Einfache Integration in bestehende Produktionsanlagen
„Verfahren mit Atmosphärendruckplasmen lassen sich relativ unproblematisch und vergleichsweise kostengünstig in bereits bestehende Produktionsanlagen integrieren“, betont Dr. Kerstin Horn vom Anwenderkreis Atmosphärendruckplasma. Seit 2009 fördert die bundesweite Austauschplattform diese Technologie der Oberflächenbearbeitung und bringt Forschung, Anlagenbau und Anwendung zusammen. Typische Einsatzfelder für die Atmosphärendruckplasmen sind die Beschichtung von Materialien mit einem Korrosions- oder UV-Schutz oder die Vorbehandlung von Klebe-, Druck- und Lackierflächen, um die Haftung von Metallen oder Kunststoffen zu verbessern.
Im Zentrum des Workshops, der in dieser Woche im Wissenschaftszentrum Kiel stattfand, standen vor allem Verfahren, um plasmabasierte Prozesse zu optimieren. „Um Plasmatechnologien in der Industrie effektiv einsetzen zu können, brauchen wir sichere, regelbare Prozesse. Hierfür müssen wir verstehen, was im Detail passiert und was die zentralen Einflussfaktoren sind“, so Holger Kersten, Professor für Plasmatechnologie an der CAU und Mitorganisator der Tagung. Zum Auftakt des Workshops stellte er verschiedene Diagnostikmethoden vor, darunter eine in seiner Arbeitsgruppe entwickelte Thermosonde, die über die Änderung der Temperatur den Energiefluss zwischen Plasmen und Oberfläche misst – einen der wesentlichen Parameter bei Plasmaprozessen.

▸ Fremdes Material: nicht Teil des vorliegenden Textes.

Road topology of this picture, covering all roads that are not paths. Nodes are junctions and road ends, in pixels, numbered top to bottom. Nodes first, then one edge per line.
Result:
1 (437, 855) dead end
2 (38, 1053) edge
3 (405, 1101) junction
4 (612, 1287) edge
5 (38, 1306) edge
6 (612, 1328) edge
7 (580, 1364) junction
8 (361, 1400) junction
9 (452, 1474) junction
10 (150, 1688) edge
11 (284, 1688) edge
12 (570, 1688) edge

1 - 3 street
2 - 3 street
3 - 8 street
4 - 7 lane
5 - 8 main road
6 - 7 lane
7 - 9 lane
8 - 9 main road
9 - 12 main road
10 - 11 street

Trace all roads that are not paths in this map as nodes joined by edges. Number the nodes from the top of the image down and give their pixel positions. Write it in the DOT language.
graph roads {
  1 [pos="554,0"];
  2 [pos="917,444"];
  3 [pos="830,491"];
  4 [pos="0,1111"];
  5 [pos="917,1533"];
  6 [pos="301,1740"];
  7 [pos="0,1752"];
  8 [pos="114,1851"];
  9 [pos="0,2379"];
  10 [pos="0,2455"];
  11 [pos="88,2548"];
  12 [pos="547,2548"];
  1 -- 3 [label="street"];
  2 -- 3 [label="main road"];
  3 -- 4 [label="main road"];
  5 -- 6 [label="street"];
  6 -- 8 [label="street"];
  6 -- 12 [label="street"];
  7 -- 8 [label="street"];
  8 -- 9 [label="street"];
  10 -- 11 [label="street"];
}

Auch maritime und medizinische Anwendungsmöglichkeiten
Ein zweiter Schwerpunkt der Veranstaltung lag auf maritimen Anwendungen. An Oberflächen, die in Kontakt mit Meerwasser sind, bilden sich nach kurzer Zeit störende Biofilme. Anti-Fouling-Beschichtungen, die mit Plasmen aufgetragen werden, können diesen Bewuchs reduzieren. Noch relativ neu ist das Feld der medizinischen Anwendung von atmosphärischen Plasmen. Aufgrund ihrer Einsatzmöglichkeiten an der Umgebungsluft und der vergleichsweise niedrigen Temperatur können sie für die Wundheilung und als alternative Behandlungsmethode zur Bekämpfung multiresistenter Keime eingesetzt werden. „Atmosphärendruckplasmen bieten großes Potential für eine sanfte Behandlung und kleine chirurgische Eingriffe“, hob Jan Benedikt, Professor für Experimentelle Plasmaphysik an der CAU, in seinem Vortrag hervor. „Sie reagieren sehr gut mit biologischem Gewebe und solchen Flüssigkeiten wie sie in Zellen vorkommen. Was an dieser entscheidenden Zone passiert, braucht allerdings noch mehr Forschung.“
Im Rahmen des Workshops hatten die Teilnehmerinnen und Teilnehmer auch Gelegenheit, die Labore der Arbeitsgruppen Plasmatechnologie (Leitung Professor Holger Kersten) und Experimentelle Plasmaphysik (Leitung Professor Jan Benedikt) zu besichtigen. In Kiel gehört die Plasmaphysik schon seit langem zu einem der Schwerpunkte am Institut für Experimentelle und Angewandte Physik. „Die CAU ist eine der wenigen Universitäten Deutschlands, die Forschung und Ausbildung im Bereich Plasmaphysik mit eigenen Professuren fördert“, unterstreicht Kersten die Kompetenz am Kieler Standort.